# [Exercise aim]
The entries follow. Copy every line in which "Alemanha" appears.

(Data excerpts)

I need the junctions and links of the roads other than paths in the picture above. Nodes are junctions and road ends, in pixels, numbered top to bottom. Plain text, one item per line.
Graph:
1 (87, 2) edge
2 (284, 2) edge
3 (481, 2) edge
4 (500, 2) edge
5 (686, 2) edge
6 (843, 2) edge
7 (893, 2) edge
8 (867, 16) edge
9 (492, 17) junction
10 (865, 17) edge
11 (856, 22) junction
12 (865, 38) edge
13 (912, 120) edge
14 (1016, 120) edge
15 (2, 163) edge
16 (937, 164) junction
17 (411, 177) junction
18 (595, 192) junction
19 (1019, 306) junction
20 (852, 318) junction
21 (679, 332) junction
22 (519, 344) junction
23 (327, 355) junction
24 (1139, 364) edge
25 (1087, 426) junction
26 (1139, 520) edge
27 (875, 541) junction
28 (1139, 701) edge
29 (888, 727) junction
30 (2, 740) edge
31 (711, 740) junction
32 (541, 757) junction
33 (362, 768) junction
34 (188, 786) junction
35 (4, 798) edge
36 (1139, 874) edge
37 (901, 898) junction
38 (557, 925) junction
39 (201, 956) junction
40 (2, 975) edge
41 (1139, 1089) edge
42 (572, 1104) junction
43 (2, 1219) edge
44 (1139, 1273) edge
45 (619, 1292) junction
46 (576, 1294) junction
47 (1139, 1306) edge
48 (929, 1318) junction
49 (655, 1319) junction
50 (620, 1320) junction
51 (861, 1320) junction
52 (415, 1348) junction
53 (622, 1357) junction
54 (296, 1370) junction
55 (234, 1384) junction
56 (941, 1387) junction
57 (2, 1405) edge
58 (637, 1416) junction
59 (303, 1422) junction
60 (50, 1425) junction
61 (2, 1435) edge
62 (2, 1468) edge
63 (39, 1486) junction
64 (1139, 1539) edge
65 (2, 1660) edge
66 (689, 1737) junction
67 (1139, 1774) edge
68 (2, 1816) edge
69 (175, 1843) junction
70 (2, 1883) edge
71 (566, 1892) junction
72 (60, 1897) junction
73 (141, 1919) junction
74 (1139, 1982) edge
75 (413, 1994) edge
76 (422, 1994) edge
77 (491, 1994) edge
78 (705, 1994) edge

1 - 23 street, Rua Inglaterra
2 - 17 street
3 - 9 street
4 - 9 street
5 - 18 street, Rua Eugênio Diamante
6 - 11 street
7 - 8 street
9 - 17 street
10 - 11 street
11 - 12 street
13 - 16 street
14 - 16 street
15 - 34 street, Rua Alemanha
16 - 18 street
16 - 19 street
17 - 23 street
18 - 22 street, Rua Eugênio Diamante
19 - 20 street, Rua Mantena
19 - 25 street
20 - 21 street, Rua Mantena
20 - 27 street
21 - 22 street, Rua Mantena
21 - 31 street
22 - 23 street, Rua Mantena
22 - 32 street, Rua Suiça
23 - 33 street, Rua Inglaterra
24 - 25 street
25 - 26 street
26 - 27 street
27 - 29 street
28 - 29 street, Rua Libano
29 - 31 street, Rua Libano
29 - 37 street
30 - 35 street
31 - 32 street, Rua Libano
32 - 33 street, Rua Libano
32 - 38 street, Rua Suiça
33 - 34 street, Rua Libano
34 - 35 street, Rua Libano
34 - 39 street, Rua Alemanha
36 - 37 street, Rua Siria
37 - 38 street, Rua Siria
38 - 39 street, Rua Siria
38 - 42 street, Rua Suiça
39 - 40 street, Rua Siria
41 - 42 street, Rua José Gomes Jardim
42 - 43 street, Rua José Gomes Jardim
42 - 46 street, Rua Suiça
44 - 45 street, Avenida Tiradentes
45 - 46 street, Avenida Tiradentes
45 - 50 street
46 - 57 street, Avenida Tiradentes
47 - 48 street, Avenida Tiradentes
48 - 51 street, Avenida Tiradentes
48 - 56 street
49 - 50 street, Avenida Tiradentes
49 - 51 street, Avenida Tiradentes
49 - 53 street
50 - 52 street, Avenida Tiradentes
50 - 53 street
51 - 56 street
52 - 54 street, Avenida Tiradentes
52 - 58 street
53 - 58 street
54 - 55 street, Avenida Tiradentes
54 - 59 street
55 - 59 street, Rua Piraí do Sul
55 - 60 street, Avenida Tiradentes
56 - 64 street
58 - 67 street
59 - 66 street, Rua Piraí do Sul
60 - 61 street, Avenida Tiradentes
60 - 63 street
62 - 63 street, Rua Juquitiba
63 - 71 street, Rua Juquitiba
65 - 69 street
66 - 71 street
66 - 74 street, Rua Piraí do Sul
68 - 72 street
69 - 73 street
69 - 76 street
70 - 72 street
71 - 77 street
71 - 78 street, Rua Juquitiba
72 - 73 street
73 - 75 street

# [Task answer]
15 - 34 street, Rua Alemanha
34 - 39 street, Rua Alemanha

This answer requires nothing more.